Под именем мы здесь имеем в виду, конечно, не некоторый грамматический элемент, соединение букв в определенную конфигурацию, которая имеет некоторое значение. Имя — это прежде всего смысл, никогда не подлежащий раскрытию, но тем не менее бесспорно наличествующий и не вызывающий никаких сомнений. Так, все сотворенное для нас представляют определенные имена, значение которых, тем не менее, для нас или от нас сокрыто. Так, мы точно знаем, что живем на земле и именно Земля сотворена Богом, но не знаем, что есть земля во всей полноте, не сводимой ни к физическим, ни к астрономическим, ни вообще научным понятиям. В знании присутствуют эйдосы земли, очищенные от «случайных» признаков. Но и М. Хайдеггер не видит в таком знании обнаружения сущности земли. «С тем, что разумеет здесь это слово, не следует смешивать ни представление о почве, ни даже астрономическое представление о планете. Земля — то, внутрь чего распускание-расцветание прячет все распускающееся как таковое. В распускающемся бытийствует земля — прячущая и сокрывающая…»[14]. И ниже: «В своей открытой просветленности земля как таковая является лишь тогда, когда она принимается и охраняется как земля сущностно не размыкаемая, ибо она отступает перед всяким размыканием и таким образом постоянно удерживает себя в затворенной замкнутости. Все земные вещи, сама земля в целом вливается в текучее и переменчивое единогласие. Но, вливаясь, они не сливаются. Здесь течет покойный в самом себе поток разграничения — все пребывающее он вводит в пределы его пребывания. И так в каждой из замыкающихся вещей заключено одно и то же неведение себя. Земля есть земля сущностно замыкающаяся. Составлять землю — значит приводить ее в просторы разверстого как самозамкнутости»[15].

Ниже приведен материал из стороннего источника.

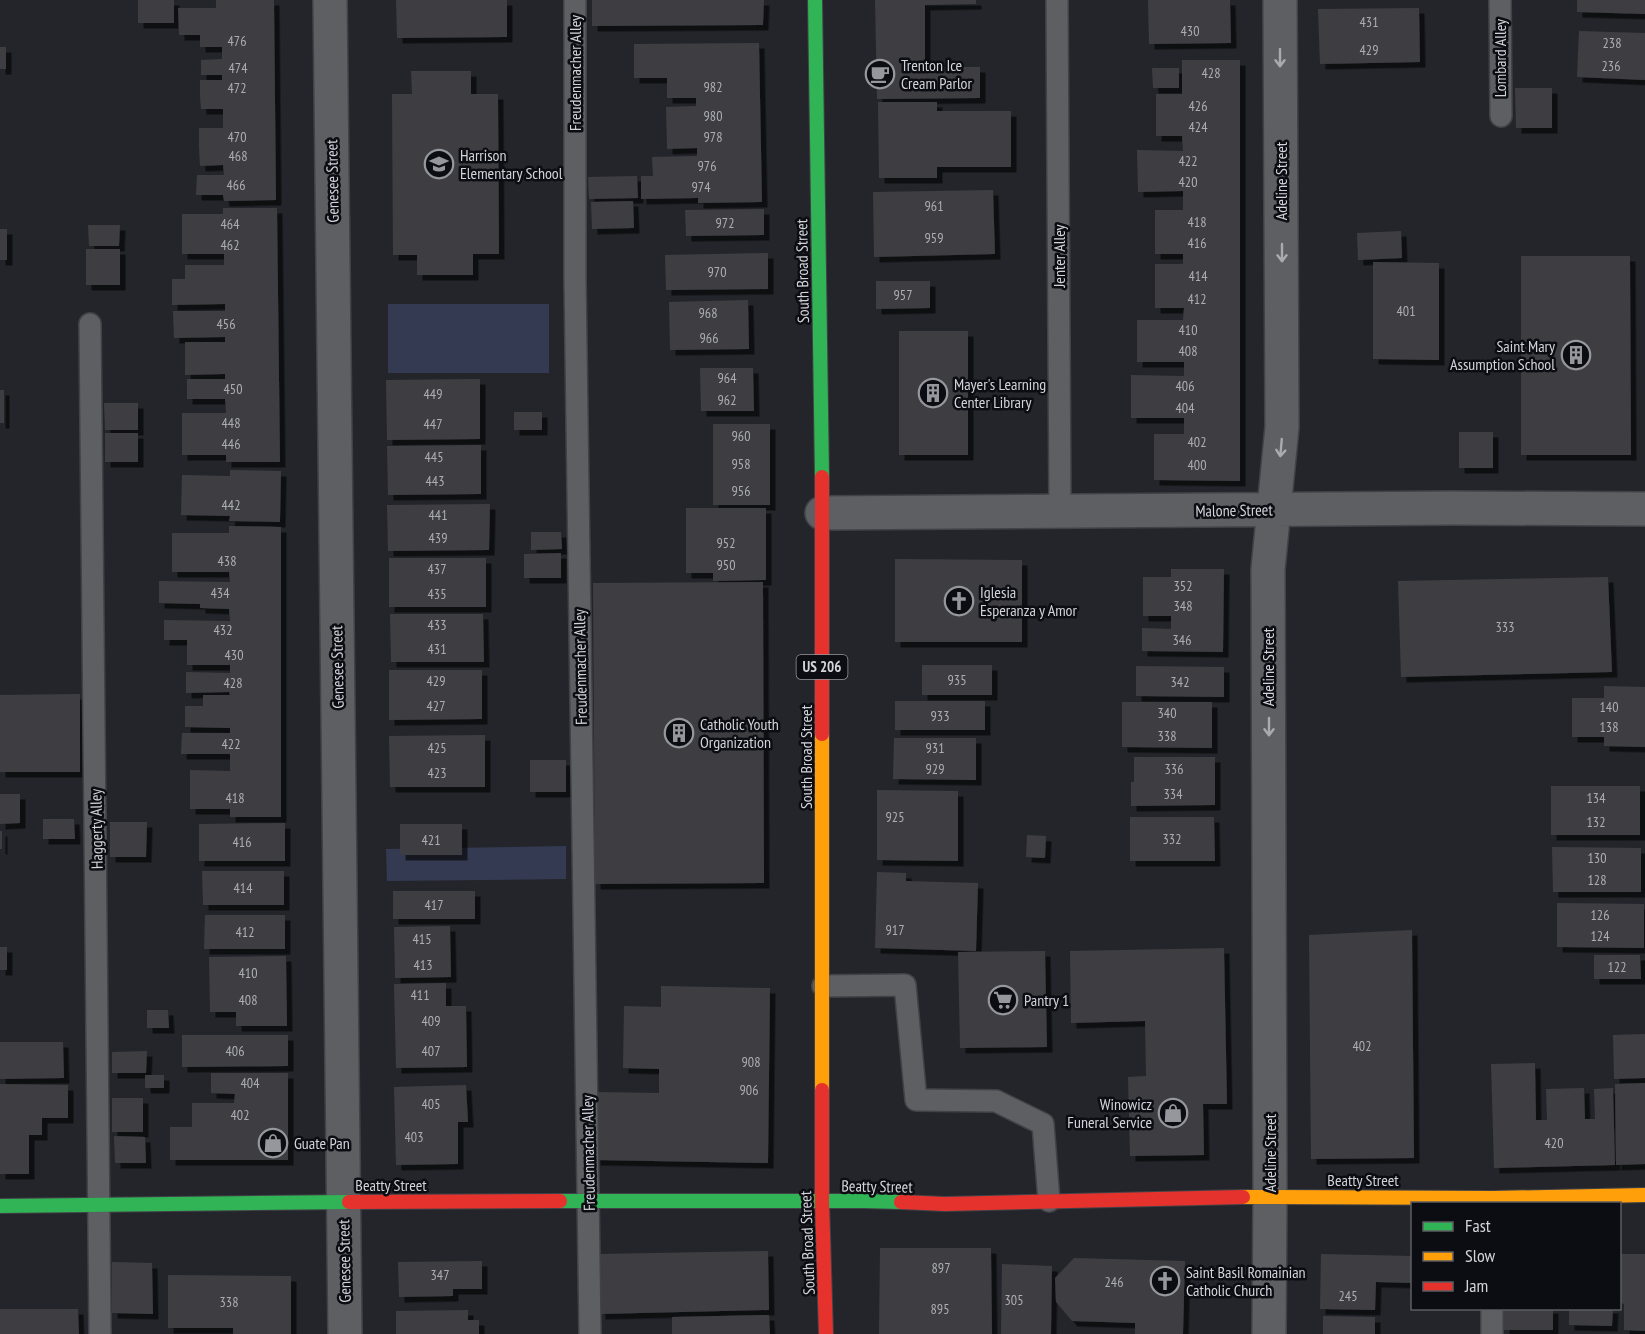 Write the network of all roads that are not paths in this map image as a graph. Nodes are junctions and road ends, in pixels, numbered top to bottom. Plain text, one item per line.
1 (330, 0) edge
2 (575, 0) edge
3 (815, 0) edge
4 (1057, 0) edge
5 (1280, 0) edge
6 (1500, 0) edge
7 (1501, 116) dead end
8 (90, 324) dead end
9 (1645, 509) edge
10 (1275, 510) junction
11 (1060, 512) junction
12 (822, 513) junction
13 (823, 986) junction
14 (1645, 1195) edge
15 (1270, 1196) junction
16 (589, 1201) junction
17 (1049, 1201) junction
18 (1493, 1201) edge
19 (343, 1202) junction
20 (822, 1202) junction
21 (0, 1206) edge
22 (99, 1206) junction
23 (1492, 1310) edge
24 (100, 1334) edge
25 (345, 1334) edge
26 (590, 1334) edge
27 (826, 1334) edge
28 (1269, 1334) edge
29 (1492, 1334) edge

1 - 19 street, Genesee Street
2 - 16 lane, Freudenmacher Alley
3 - 12 street, South Broad Street / US 206
4 - 11 lane, Jenter Alley
5 -> 10 street, Adeline Street
6 - 7 lane, Lombard Alley
8 - 22 lane, Haggerty Alley
9 - 10 street, Malone Street
10 - 11 street, Malone Street
10 -> 15 street, Adeline Street
11 - 12 street, Malone Street
12 - 13 street, South Broad Street / US 206
13 - 17 lane
13 - 20 street, South Broad Street / US 206
14 - 18 street, Beatty Street
15 - 17 street, Beatty Street
15 - 18 street, Beatty Street
15 - 28 street, Adeline Street
16 - 19 street, Beatty Street
16 - 20 street, Beatty Street
16 - 26 lane, Freudenmacher Alley
17 - 20 street, Beatty Street
19 - 22 street, Beatty Street
19 - 25 street, Genesee Street
20 - 27 street, South Broad Street / US 206
21 - 22 street, Beatty Street
22 - 24 lane, Haggerty Alley
23 - 29 lane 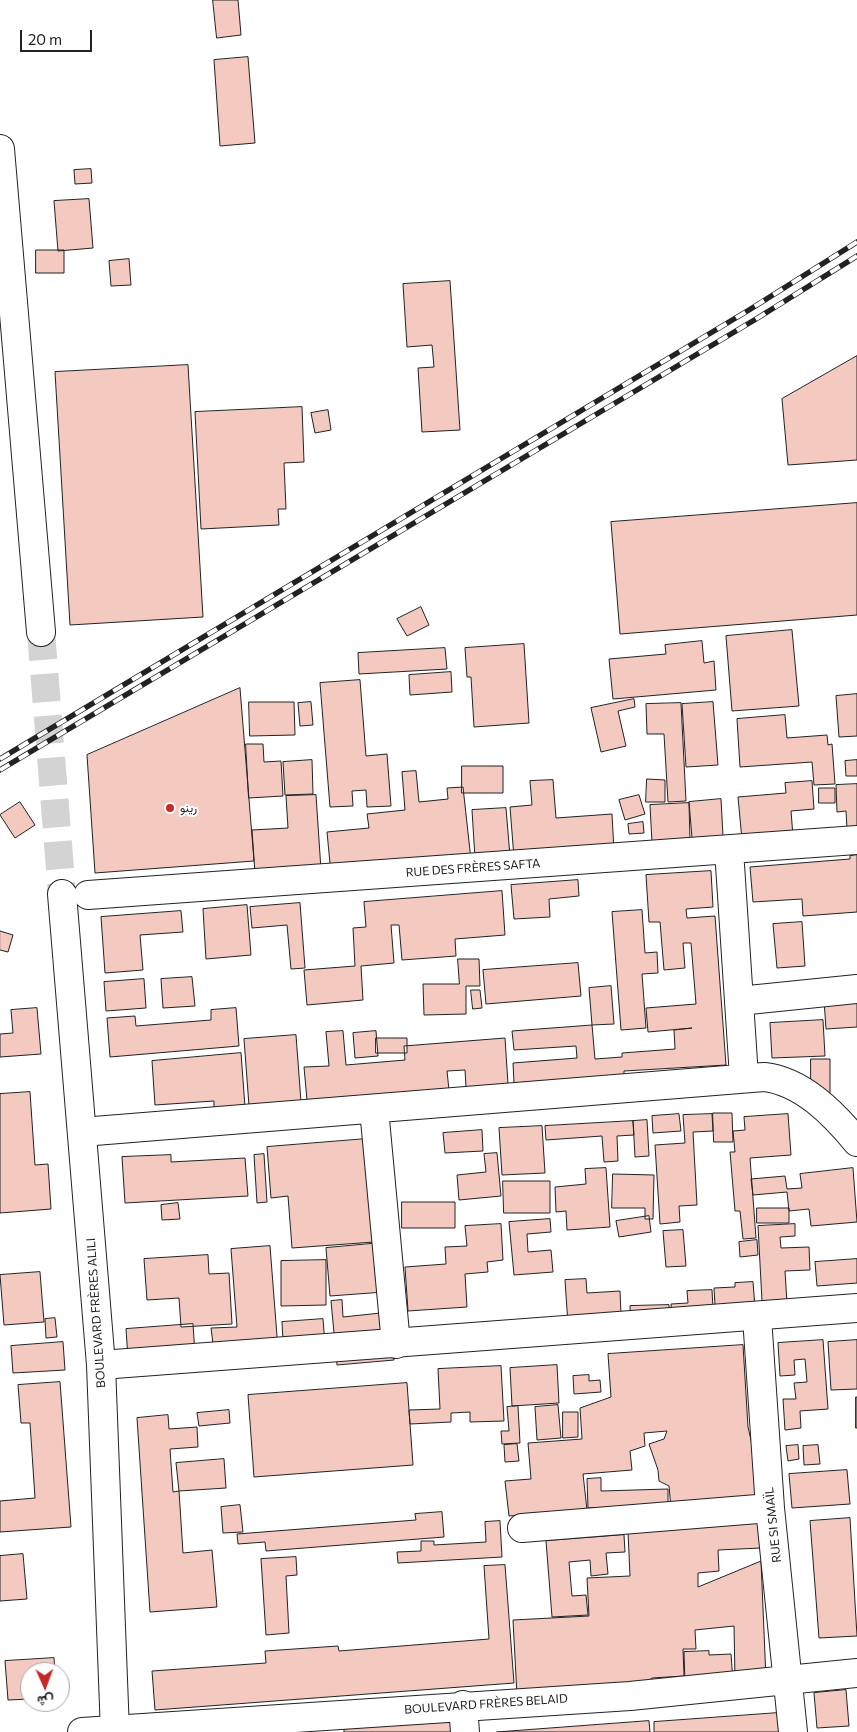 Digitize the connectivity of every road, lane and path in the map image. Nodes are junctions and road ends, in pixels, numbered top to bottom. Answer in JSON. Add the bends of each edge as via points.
{"nodes":[{"id":1,"x":0,"y":149,"type":"edge"},
{"id":2,"x":41,"y":632,"type":"tunnel mouth"},
{"id":3,"x":857,"y":840,"type":"edge"},
{"id":4,"x":729,"y":850,"type":"junction"},
{"id":5,"x":75,"y":895,"type":"joint"},
{"id":6,"x":857,"y":989,"type":"edge"},
{"id":7,"x":739,"y":1001,"type":"junction"},
{"id":8,"x":744,"y":1077,"type":"junction"},
{"id":9,"x":374,"y":1109,"type":"junction"},
{"id":10,"x":852,"y":1131,"type":"edge"},
{"id":11,"x":82,"y":1132,"type":"junction"},
{"id":12,"x":857,"y":1308,"type":"edge"},
{"id":13,"x":757,"y":1317,"type":"junction"},
{"id":14,"x":396,"y":1344,"type":"junction"},
{"id":15,"x":100,"y":1365,"type":"junction"},
{"id":16,"x":770,"y":1508,"type":"junction"},
{"id":17,"x":522,"y":1528,"type":"dead end"},
{"id":18,"x":857,"y":1673,"type":"edge"},
{"id":19,"x":789,"y":1680,"type":"junction"},
{"id":20,"x":463,"y":1705,"type":"junction"},
{"id":21,"x":115,"y":1731,"type":"edge"},
{"id":22,"x":82,"y":1732,"type":"edge"},
{"id":23,"x":465,"y":1732,"type":"edge"},
{"id":24,"x":793,"y":1732,"type":"edge"}],
"edges":[{"from":1,"to":2,"type":"street"},
{"from":3,"to":4,"type":"street","name":"RUE DES FRÈRES SAFTA"},
{"from":4,"to":5,"type":"street","name":"RUE DES FRÈRES SAFTA"},
{"from":4,"to":7,"type":"street"},
{"from":5,"to":11,"type":"street","name":"BOULEVARD FRÈRES ALILI"},
{"from":6,"to":7,"type":"street"},
{"from":7,"to":8,"type":"street"},
{"from":8,"to":9,"type":"street"},
{"from":8,"to":10,"type":"street","via":[[777,1078],[792,1084]]},
{"from":9,"to":11,"type":"street"},
{"from":9,"to":14,"type":"street"},
{"from":11,"to":15,"type":"street","name":"BOULEVARD FRÈRES ALILI"},
{"from":12,"to":13,"type":"street"},
{"from":13,"to":14,"type":"street"},
{"from":13,"to":16,"type":"street","name":"RUE SI SMAÏL"},
{"from":14,"to":15,"type":"street"},
{"from":15,"to":21,"type":"street","name":"BOULEVARD FRÈRES ALILI"},
{"from":16,"to":17,"type":"street"},
{"from":16,"to":19,"type":"street","name":"RUE SI SMAÏL"},
{"from":18,"to":19,"type":"street","name":"BOULEVARD FRÈRES BELAID"},
{"from":19,"to":20,"type":"street","name":"BOULEVARD FRÈRES BELAID","via":[[630,1696]]},
{"from":19,"to":24,"type":"street","name":"RUE SI SMAÏL"},
{"from":20,"to":21,"type":"street","name":"BOULEVARD FRÈRES BELAID"},
{"from":20,"to":23,"type":"street"},
{"from":21,"to":22,"type":"street","name":"BOULEVARD FRÈRES BELAID"}]}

Здесь М. Хайдеггер, стремясь преодолеть границы научного эйдоса и говорить о земле «как таковой», то есть об имени земли, ее сущности, действительно опирается на понятийный строй не эйдетического характера. «Составление земли» — действительно не представимый акт, который никогда не сможет стать предметом созерцания, я могу лишь догадываться, о чем идет речь, и эта «догадливость» делает меня знающим предмет как таковой. В такое качество только я и могу замыкать результат утверждения о приведении земли «в просторы разверстого как самозамкнутости». Составляя таким образом слова, я действительно узнаю о земле то, что выходит за пределы всякого созерцания: указание скорее на внутренний строй и синтезирующую деятельность самого мышления, позволяющих понять сложную вязь хайдеггеровских полупонятий-полуобразов. Да, земля именно такова, соглашается читающий М. Хайдеггера с автором. И эта внутренняя убедительность представляется как выяснение самой онтологии земли, ее действительного самого по себе бытия. В противовес всем поднадоевшим уже представлениям о земле здесь как будто бы действительно предлагается подлинное постижение ее сущности. Но как раз так и проявляет себя бесконечная полнота, т.е. бытийность номенального смысла. Образ Земли у Хайдеггера в его свете оказывается ничем не более предпочтителен в онтологическом смысле, нежели научные представления. С ним действительно можно полностью согласиться, но он с тем же успехом окажется лишь частью многообразия, с которым соотносится номен земли. Да, так можно увидеть землю, войти в согласие с ней, но как раз о земле самой по себе здесь ничего не сказано, так как в данном образе она отделена от истока своего бытия, т.е. от самой себя. Бытие земли состоит в ее творении, не в том смысле, что она является результатом некоего процесса творения, но в самом отношении ее к Творцу, от него она получает свое бытие, т.е. становится «именно таковой» и никакой другой, совпадает со своей природой. Не сотворенная вещь никогда не станет сущностью, т.е. не обретет чистого бытия, отделенного от ничто.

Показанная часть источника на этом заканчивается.